Wohin in den USA – von der West- zur Ostküste
Die USA bestehen aus fünfzig Bundesstaaten, doch für die Reiseplanung reicht ein grobes Raster aus wenigen Großregionen. Jede hat ihren eigenen Charakter, ihre eigenen Distanzen und ihre eigene beste Zeit. Hier findest du heraus, welcher Teil des Landes zu deiner ersten Reise passt.
Der Westen ist für viele der Einstieg. Kalifornien verbindet die Metropolen San Francisco, Los Angeles und San Diego mit der Steilküste des Highway 1, den Weinbergen von Napa und den Granitwänden des Yosemite. Gleich östlich beginnt der Südwesten, das klassische Roadtrip-Land aus Wüste, Canyons und Neonlicht. Rund um Las Vegas, den Grand Canyon in Arizona und die roten Felsparks in Utah reihen sich die Höhepunkte so dicht, dass zwei Wochen für eine runde Schleife reichen. Wer zum ersten Mal fliegt und die großen Naturbühnen sucht, landet meist genau hier.
Der Osten ist dichter, städtischer und schneller zu bereisen. Im Nordosten liegen New York, die Hauptstadt Washington und das geschichtsträchtige Boston nah beieinander, dazu färbt sich Neuengland im Herbst in kräftiges Laub. Weiter südlich beginnt der Süden mit seiner eigenen Kultur. Florida lockt mit Miami, den Everglades und den Florida Keys, während New Orleans in Louisiana für Jazz und kreolische Küche steht und Nashville und Memphis in Tennessee die Wiege der amerikanischen Musik bilden. Die kürzeren Distanzen machen den Osten zur guten Wahl, wenn Städte und Geschichte im Vordergrund stehen.

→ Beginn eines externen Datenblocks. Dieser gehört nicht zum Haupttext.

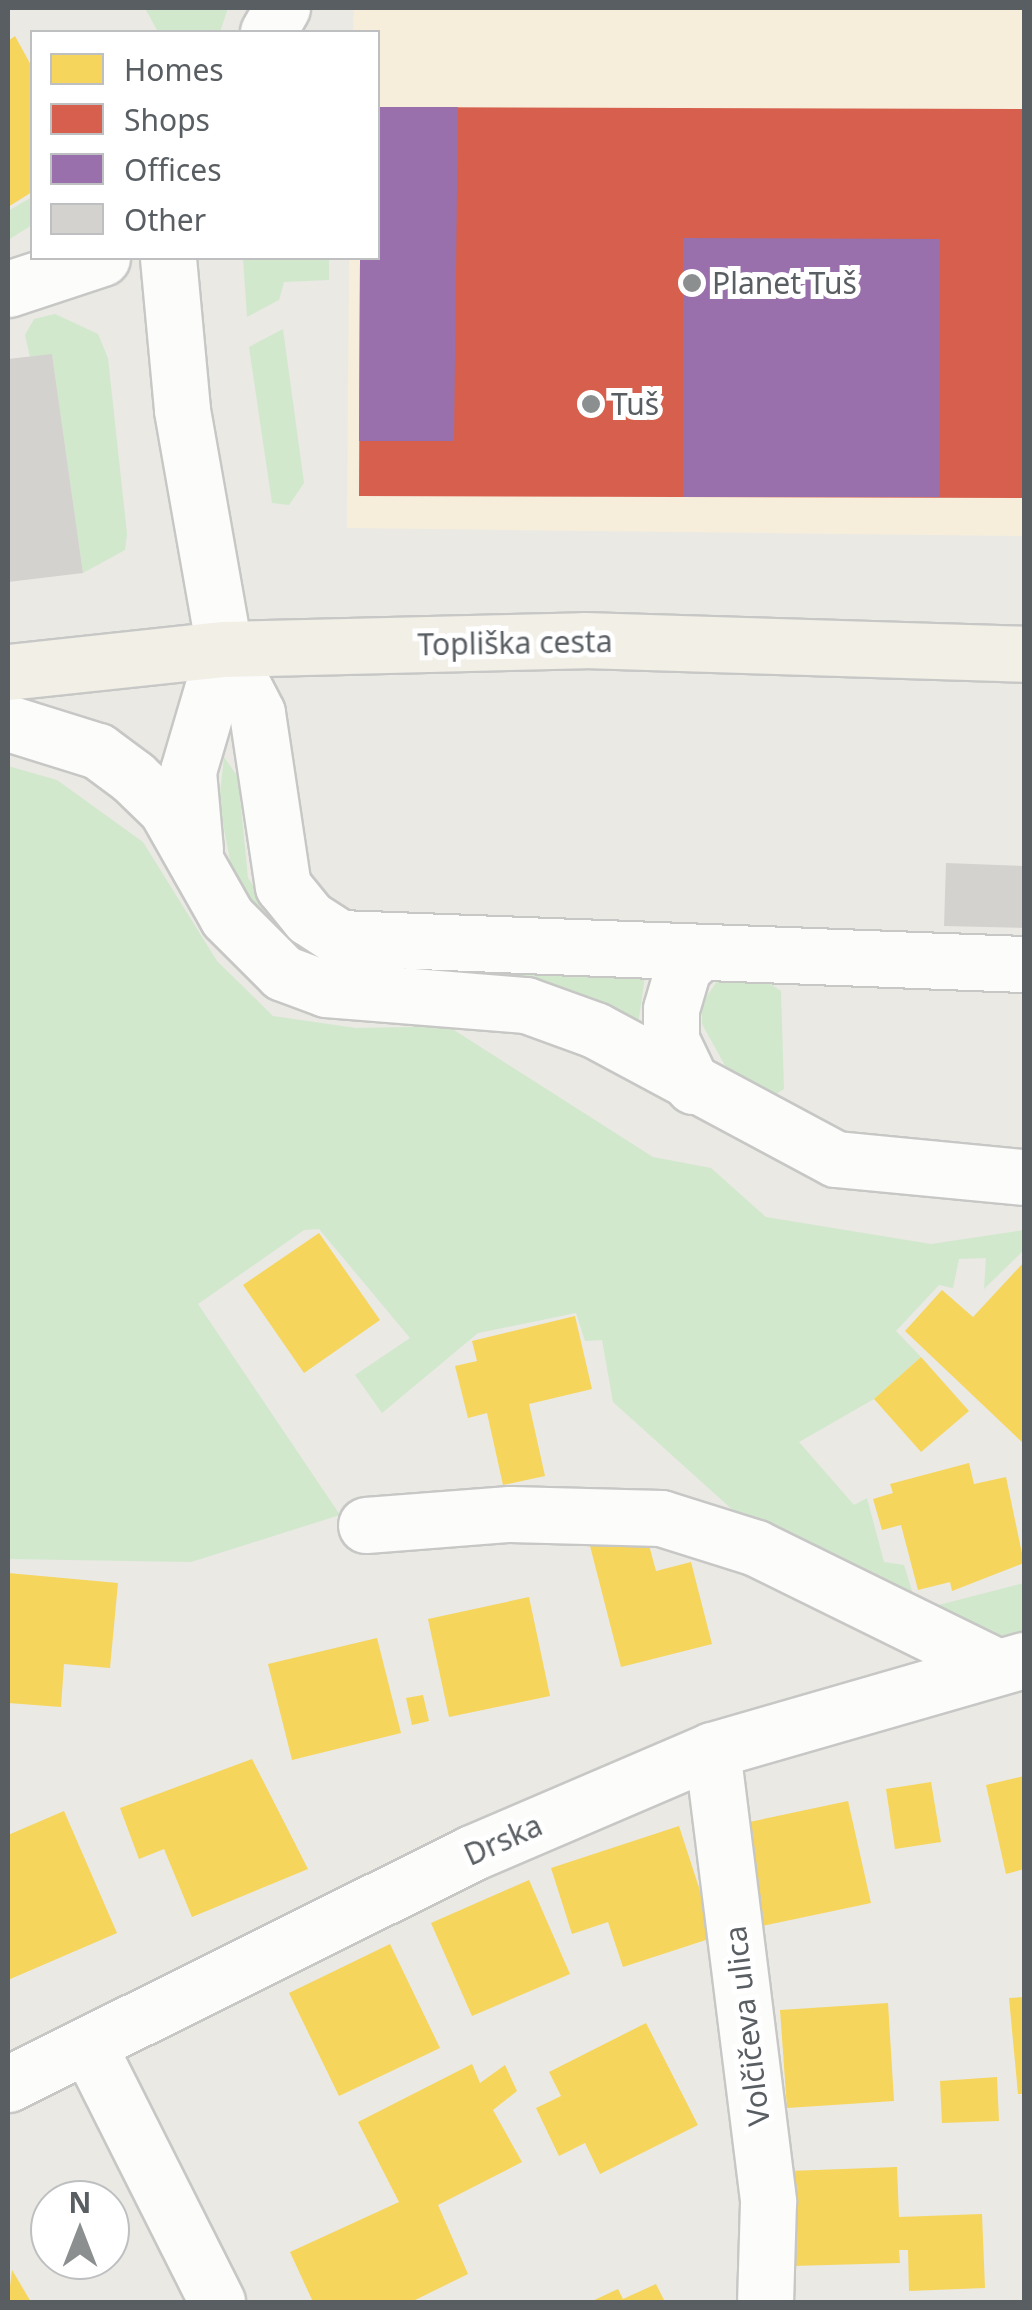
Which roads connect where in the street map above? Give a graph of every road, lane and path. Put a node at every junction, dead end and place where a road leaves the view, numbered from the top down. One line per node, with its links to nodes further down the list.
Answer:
1 (282, 8): 2 (street)
2 (269, 30)
3 (96, 260): 5 (street)
4 (159, 261): 6 (street)
5 (8, 289)
6 (224, 649): 7 (main road, Topliška cesta); 8 (main road, Topliška cesta); 10 (street); 11 (street)
7 (1024, 654)
8 (8, 672)
9 (8, 723): 10 (street)
10 (196, 855): 13 (street)
11 (700, 952): 12 (street); 13 (street)
12 (1024, 964)
13 (694, 1086): 14 (street)
14 (1024, 1178)
15 (366, 1525): 16 (street)
16 (1010, 1663): 17 (street, Drska)
17 (712, 1750): 18 (street, Drska); 21 (street, Volčičeva ulica)
18 (89, 2046): 19 (street, Drska); 20 (street)
19 (8, 2084)
20 (217, 2302)
21 (765, 2302)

Zwei weitere Welten liegen abseits der Hauptrouten. Der Mittlere Westen rund um Chicago am Michigansee führt zu den Great Lakes und zu den in Fels gehauenen Präsidentenköpfen des Mount Rushmore in South Dakota. Ganz im Nordwesten prägen Seattle und Portland eine grüne, regenreiche Ecke mit Vulkanen und alten Wäldern. Und weit vom Festland entfernt bilden Hawaii mit seinen tropischen Vulkaninseln und Alaska mit seiner arktischen Wildnis eigene Reisen für sich, die man selten auf einem ersten Besuch mit dem Rest verbindet.